> **EXERCISE DIRECTIONS**: Omitting all images, transcribe the entries word for word.

> **DATA RECORDS**:

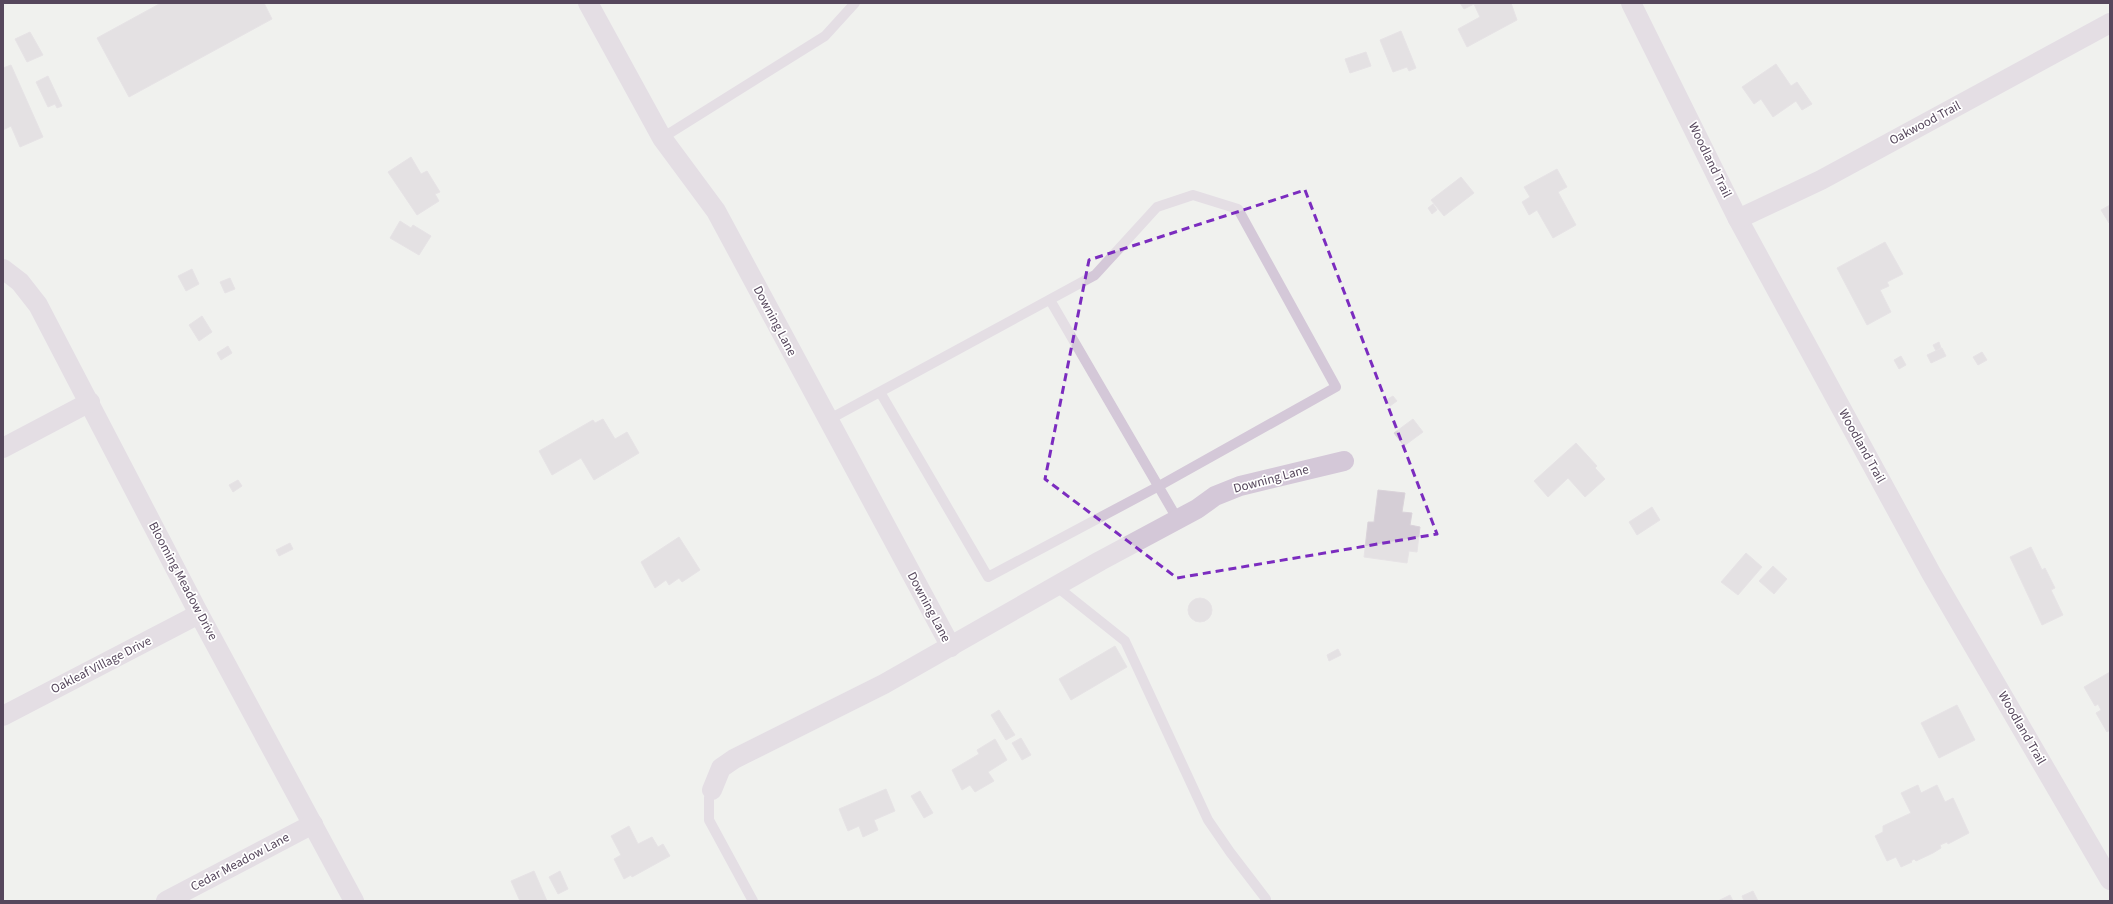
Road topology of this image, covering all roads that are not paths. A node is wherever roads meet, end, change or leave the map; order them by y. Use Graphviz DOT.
graph roads {
  1 [pos="588,3"];
  2 [pos="855,3"];
  3 [pos="1632,3"];
  4 [pos="2110,23"];
  5 [pos="662,138"];
  6 [pos="1738,219"];
  7 [pos="3,269"];
  8 [pos="1050,300"];
  9 [pos="880,392"];
  10 [pos="90,402"];
  11 [pos="828,420"];
  12 [pos="3,448"];
  13 [pos="1344,461"];
  14 [pos="1159,486"];
  15 [pos="1178,520"];
  16 [pos="1056,586"];
  17 [pos="200,614"];
  18 [pos="951,647"];
  19 [pos="3,716"];
  20 [pos="712,790"];
  21 [pos="313,824"];
  22 [pos="2110,880"];
  23 [pos="1266,899"];
  24 [pos="166,901"];
  25 [pos="354,901"];
  26 [pos="753,901"];
  1 -- 5 [label="street, Downing Lane"];
  2 -- 5 [label="lane"];
  3 -- 6 [label="street, Woodland Trail"];
  4 -- 6 [label="street, Oakwood Trail"];
  5 -- 11 [label="street, Downing Lane"];
  6 -- 22 [label="street, Woodland Trail"];
  7 -- 10 [label="street, Blooming Meadow Drive"];
  8 -- 9 [label="lane"];
  8 -- 14 [label="lane"];
  8 -- 14 [label="lane"];
  9 -- 11 [label="lane"];
  9 -- 14 [label="lane"];
  10 -- 12 [label="street"];
  10 -- 17 [label="street, Blooming Meadow Drive"];
  11 -- 18 [label="street, Downing Lane"];
  13 -- 15 [label="street, Downing Lane"];
  14 -- 15 [label="lane"];
  15 -- 16 [label="street, Downing Lane"];
  16 -- 18 [label="street, Downing Lane"];
  16 -- 23 [label="lane"];
  17 -- 19 [label="street, Oakleaf Village Drive"];
  17 -- 21 [label="street, Blooming Meadow Drive"];
  18 -- 20 [label="street, Downing Lane"];
  20 -- 26 [label="lane"];
  21 -- 24 [label="street, Cedar Meadow Lane"];
  21 -- 25 [label="street, Blooming Meadow Drive"];
}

> **ANSWER TO THIS EXERCISE**:
Road topology of this image, covering all roads that are not paths. A node is wherever roads meet, end, change or leave the map; order them by y. Use Graphviz DOT.
graph roads {
  1 [pos="588,3"];
  2 [pos="855,3"];
  3 [pos="1632,3"];
  4 [pos="2110,23"];
  5 [pos="662,138"];
  6 [pos="1738,219"];
  7 [pos="3,269"];
  8 [pos="1050,300"];
  9 [pos="880,392"];
  10 [pos="90,402"];
  11 [pos="828,420"];
  12 [pos="3,448"];
  13 [pos="1344,461"];
  14 [pos="1159,486"];
  15 [pos="1178,520"];
  16 [pos="1056,586"];
  17 [pos="200,614"];
  18 [pos="951,647"];
  19 [pos="3,716"];
  20 [pos="712,790"];
  21 [pos="313,824"];
  22 [pos="2110,880"];
  23 [pos="1266,899"];
  24 [pos="166,901"];
  25 [pos="354,901"];
  26 [pos="753,901"];
  1 -- 5 [label="street, Downing Lane"];
  2 -- 5 [label="lane"];
  3 -- 6 [label="street, Woodland Trail"];
  4 -- 6 [label="street, Oakwood Trail"];
  5 -- 11 [label="street, Downing Lane"];
  6 -- 22 [label="street, Woodland Trail"];
  7 -- 10 [label="street, Blooming Meadow Drive"];
  8 -- 9 [label="lane"];
  8 -- 14 [label="lane"];
  8 -- 14 [label="lane"];
  9 -- 11 [label="lane"];
  9 -- 14 [label="lane"];
  10 -- 12 [label="street"];
  10 -- 17 [label="street, Blooming Meadow Drive"];
  11 -- 18 [label="street, Downing Lane"];
  13 -- 15 [label="street, Downing Lane"];
  14 -- 15 [label="lane"];
  15 -- 16 [label="street, Downing Lane"];
  16 -- 18 [label="street, Downing Lane"];
  16 -- 23 [label="lane"];
  17 -- 19 [label="street, Oakleaf Village Drive"];
  17 -- 21 [label="street, Blooming Meadow Drive"];
  18 -- 20 [label="street, Downing Lane"];
  20 -- 26 [label="lane"];
  21 -- 24 [label="street, Cedar Meadow Lane"];
  21 -- 25 [label="street, Blooming Meadow Drive"];
}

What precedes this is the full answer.